Is each and every language written in C language?
A language is a set of abstract mathematical rules and restrictions ("if I write this, that happens"). It isn't written in anything, really.
It is specified, usually in a mixture of a formalized subset of English, mathematical notation, and maybe some specialized specification language. The syntax is often specified in a variant of EBNF or ABNF.
For example, here is the specification of the for
expression from the ISO Ruby Language Specification:
§11.5.2.3.4 The for
expression
Syntax
- for-expression → for for-variable [no line-terminator here] in expression do-clause end
- for-variable → left-hand-side
|
multiple-left-hand-side
Semantics
A for-expression is evaluated as follows:
- Evaluate the expression. If the evaluation of the expression is terminated by a break-expression, next-expression, or redo-expression, the behavior is unspecified. Otherwise, let
O
be the resulting value.
Let E
be the primary-method-invocation of the form primary-expression [no line-terminator here].each do | block-parameter-list | block-body end, where the value of the primary-expression is O
, the block-parameter-list is the for-variable, the block-body is the compound-statement of the do-clause.
Evaluate E
; however, if a block whose block-body is the compound-statement of the do-clause of the for-expression is called during this evaluation, the steps in §11.3.3 except the Step c) and the Step e) 4) shall be taken for the evaluation of this call.
The value of the for-expression is the resulting value of the invocation.

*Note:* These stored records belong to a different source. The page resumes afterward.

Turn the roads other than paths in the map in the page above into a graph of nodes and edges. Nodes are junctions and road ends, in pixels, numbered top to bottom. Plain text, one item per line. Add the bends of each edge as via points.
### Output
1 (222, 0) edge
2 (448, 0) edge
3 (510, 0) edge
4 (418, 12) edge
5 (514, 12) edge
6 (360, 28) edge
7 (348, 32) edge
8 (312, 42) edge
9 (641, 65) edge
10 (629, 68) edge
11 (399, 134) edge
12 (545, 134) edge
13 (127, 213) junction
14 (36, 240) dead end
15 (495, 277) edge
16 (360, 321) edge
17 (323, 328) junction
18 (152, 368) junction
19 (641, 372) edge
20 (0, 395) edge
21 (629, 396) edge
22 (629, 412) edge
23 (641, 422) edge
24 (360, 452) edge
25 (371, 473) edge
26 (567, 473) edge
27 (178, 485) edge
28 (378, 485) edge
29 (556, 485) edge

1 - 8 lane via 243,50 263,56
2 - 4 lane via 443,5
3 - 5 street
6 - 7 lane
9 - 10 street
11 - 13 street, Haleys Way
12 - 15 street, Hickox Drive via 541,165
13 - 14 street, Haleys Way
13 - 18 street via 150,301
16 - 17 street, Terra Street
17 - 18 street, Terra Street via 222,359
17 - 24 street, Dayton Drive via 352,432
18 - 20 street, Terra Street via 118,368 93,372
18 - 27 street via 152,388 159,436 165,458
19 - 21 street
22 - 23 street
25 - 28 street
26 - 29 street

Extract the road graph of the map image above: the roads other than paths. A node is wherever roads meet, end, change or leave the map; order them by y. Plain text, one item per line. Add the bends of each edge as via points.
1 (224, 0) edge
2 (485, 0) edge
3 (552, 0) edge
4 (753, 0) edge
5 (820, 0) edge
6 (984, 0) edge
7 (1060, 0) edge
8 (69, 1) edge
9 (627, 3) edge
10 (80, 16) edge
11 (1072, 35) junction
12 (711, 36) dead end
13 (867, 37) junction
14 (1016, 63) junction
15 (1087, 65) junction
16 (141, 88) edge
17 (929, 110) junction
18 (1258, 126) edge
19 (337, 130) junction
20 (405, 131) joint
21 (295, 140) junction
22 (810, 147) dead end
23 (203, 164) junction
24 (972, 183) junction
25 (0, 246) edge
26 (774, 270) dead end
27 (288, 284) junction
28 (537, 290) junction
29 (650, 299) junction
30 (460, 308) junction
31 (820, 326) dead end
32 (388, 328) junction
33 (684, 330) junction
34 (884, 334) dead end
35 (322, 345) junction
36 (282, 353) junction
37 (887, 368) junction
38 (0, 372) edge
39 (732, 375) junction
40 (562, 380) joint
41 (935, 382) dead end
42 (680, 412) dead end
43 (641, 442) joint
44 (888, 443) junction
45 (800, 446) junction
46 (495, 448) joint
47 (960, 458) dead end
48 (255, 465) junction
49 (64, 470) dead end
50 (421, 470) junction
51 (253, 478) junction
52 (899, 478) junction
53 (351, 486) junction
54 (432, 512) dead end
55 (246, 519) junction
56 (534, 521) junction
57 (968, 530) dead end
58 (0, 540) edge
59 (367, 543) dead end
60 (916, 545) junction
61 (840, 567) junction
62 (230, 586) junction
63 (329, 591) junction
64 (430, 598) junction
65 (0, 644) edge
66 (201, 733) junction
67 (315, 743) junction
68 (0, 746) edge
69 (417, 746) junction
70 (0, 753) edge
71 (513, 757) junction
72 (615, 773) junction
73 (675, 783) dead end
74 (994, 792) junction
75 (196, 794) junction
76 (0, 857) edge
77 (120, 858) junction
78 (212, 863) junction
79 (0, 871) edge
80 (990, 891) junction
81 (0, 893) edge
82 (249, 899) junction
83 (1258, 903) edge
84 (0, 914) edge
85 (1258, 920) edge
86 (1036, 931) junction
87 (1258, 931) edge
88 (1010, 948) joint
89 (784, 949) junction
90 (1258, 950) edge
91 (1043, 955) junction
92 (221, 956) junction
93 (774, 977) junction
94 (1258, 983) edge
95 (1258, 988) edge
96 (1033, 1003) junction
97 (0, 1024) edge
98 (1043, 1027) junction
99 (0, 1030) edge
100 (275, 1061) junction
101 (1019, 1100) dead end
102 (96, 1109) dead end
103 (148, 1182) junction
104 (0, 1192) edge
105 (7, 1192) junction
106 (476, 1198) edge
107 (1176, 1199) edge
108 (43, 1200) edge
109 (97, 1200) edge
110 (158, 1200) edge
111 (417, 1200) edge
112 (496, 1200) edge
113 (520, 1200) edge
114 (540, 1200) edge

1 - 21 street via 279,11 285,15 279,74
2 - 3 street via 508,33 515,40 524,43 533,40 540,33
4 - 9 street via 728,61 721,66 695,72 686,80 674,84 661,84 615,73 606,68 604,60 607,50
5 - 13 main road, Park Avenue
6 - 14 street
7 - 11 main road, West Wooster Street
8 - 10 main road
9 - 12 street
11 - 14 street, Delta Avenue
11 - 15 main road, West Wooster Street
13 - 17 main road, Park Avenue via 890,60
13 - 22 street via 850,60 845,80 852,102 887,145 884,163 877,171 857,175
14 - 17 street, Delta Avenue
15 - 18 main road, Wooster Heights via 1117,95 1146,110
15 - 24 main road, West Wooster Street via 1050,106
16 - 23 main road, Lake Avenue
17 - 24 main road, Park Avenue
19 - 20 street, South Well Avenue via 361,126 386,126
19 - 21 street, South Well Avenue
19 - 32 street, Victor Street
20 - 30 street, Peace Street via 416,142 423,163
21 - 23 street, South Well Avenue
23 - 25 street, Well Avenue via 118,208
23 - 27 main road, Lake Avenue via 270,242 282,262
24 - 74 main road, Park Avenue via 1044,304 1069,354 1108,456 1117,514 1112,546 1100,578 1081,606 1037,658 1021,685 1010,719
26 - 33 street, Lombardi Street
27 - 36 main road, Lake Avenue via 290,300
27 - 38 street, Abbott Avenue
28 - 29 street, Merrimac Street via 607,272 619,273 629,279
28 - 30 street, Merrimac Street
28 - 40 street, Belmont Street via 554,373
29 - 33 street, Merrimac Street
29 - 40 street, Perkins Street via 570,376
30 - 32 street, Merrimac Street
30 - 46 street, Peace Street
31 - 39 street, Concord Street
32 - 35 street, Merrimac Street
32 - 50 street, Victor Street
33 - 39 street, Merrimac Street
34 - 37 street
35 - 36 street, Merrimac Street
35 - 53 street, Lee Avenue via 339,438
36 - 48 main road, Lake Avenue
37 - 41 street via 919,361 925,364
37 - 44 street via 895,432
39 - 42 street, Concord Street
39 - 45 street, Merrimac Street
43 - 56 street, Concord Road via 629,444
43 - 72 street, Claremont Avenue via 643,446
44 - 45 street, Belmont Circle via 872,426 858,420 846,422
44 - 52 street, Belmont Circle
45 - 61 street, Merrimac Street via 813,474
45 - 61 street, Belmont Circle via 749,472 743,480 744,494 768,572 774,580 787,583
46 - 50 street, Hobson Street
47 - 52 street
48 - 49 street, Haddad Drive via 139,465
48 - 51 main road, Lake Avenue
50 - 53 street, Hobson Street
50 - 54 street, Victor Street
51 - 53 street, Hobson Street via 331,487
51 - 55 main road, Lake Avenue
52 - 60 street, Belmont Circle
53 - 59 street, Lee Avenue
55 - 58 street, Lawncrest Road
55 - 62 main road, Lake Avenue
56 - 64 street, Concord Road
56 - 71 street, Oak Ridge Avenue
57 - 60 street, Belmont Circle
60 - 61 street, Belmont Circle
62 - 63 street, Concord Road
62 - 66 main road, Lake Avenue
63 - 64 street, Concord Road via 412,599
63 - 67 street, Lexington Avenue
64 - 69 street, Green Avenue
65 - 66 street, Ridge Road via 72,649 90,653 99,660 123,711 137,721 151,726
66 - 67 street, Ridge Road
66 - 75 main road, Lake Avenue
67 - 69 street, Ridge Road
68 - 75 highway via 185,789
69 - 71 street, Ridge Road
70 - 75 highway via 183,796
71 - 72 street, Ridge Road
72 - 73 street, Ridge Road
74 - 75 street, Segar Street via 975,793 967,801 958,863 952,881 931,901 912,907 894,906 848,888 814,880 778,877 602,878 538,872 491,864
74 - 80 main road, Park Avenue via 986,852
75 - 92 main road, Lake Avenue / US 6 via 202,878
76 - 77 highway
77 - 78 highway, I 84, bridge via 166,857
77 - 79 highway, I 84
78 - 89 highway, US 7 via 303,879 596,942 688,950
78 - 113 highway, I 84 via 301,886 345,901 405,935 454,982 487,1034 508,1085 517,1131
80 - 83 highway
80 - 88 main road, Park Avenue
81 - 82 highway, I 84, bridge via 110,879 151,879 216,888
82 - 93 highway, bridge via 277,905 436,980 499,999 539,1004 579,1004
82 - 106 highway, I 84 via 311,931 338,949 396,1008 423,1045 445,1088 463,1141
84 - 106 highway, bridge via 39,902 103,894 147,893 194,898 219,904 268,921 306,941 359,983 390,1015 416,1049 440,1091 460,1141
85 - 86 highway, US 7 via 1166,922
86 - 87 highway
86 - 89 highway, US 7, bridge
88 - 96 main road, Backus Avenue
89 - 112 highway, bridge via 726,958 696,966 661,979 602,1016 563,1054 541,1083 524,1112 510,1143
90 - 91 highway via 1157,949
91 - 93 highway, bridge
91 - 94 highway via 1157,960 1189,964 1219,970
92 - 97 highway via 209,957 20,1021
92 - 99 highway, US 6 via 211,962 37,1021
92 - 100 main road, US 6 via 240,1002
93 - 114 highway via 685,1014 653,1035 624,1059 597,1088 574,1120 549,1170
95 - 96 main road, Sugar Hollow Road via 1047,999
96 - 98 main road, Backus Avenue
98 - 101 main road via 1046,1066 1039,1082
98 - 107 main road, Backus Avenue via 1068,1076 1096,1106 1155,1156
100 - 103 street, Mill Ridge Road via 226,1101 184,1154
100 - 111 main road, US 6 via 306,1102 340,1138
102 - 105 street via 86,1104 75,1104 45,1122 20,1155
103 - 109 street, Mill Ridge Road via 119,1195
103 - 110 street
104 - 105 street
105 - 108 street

Here's a different example from the type conformance rules of Scala:
The polymorphic type [a1 >: L1 <: U1 , … , an >: Ln <: Un]T conforms to the polymorphic type [a1 >: L′1 <: U′1 , … , an >: L′n <: U′n]T′ if, assuming L′1 <: a1 <: U′1 , … , L′n <: an <: U′n one has T <: T′ and Li <: L′i and U′i <: Ui for i ∈ { 1 , … , n }.
Is C language mother/father of all languages?
No, it is not. C is pretty young. There are a lot of old languages. Since time travel is physically impossible, it is simply impossible for C to have had any influence whatsoever on those old languages.
- Plankalkül (1943)
- Speedcoding (1953)
- Fortran (1954)
- IPL (1956)
- Lisp (1958)
- Algol (1958)
- COBOL (1959)
- JOVIAL (1960)
- APL (1962)
- SIMULA (1962)
- SNOBOL (1962)
- CPL (1963)
- BASIC (1964)
- PL/I (1964)
- RPG (1964)
- BCPL (1966)
- ISWIM (1966)
- MUMPS (1967)
- Forth (1968)
- LOGO (1968)
- REFAL (1968)
- B (1969)
- BLISS (1970)
- Pascal (1971)
- KRL (1971)
- Smalltalk (1972)
All of those existed before C was even invented. And many others have no influence of C in them, even after it existed. The PASCAL-family of languages (ALGOL-58, ALGOL-60, ALGOL-X, ALGOL-W, PASCAL, Modula-2, Oberon, Oberon-2, Active Oberon, Component Pascal) is a completely separate lineage. The whole Lisp family (LISP, Franz Lisp, InterLisp, MacLisp, Scheme, Flavors, LOOPS, CommonLoops, Dylan, CommonLisp, Arc, Clojure, Racket, etc.) is unrelated as well. Functional languages (ISWIM, KRL, Miranda, ML, SML, CAML, OCaml, F#, Haskell, Gofer, Clean) and the whole dependently-typed family (Agda, Coq, GURU, Idris) are about as far from C as possible. The same is true for the Smalltalk family (Smalltalk, Self, Newspeak, Us, Korz), the logic programming family (PLANNER, Prolog, Mercury), SQL, and many others.
Each concept (OOP etc) is all implemented in C language?
The first languages with OO concepts were Simula (1960) and Smalltalk (1972), but object-oriented systems had been built as far back as 1953 (without calling them that). Again, that's long before C existed, so OO cannot possibly have any relation to C.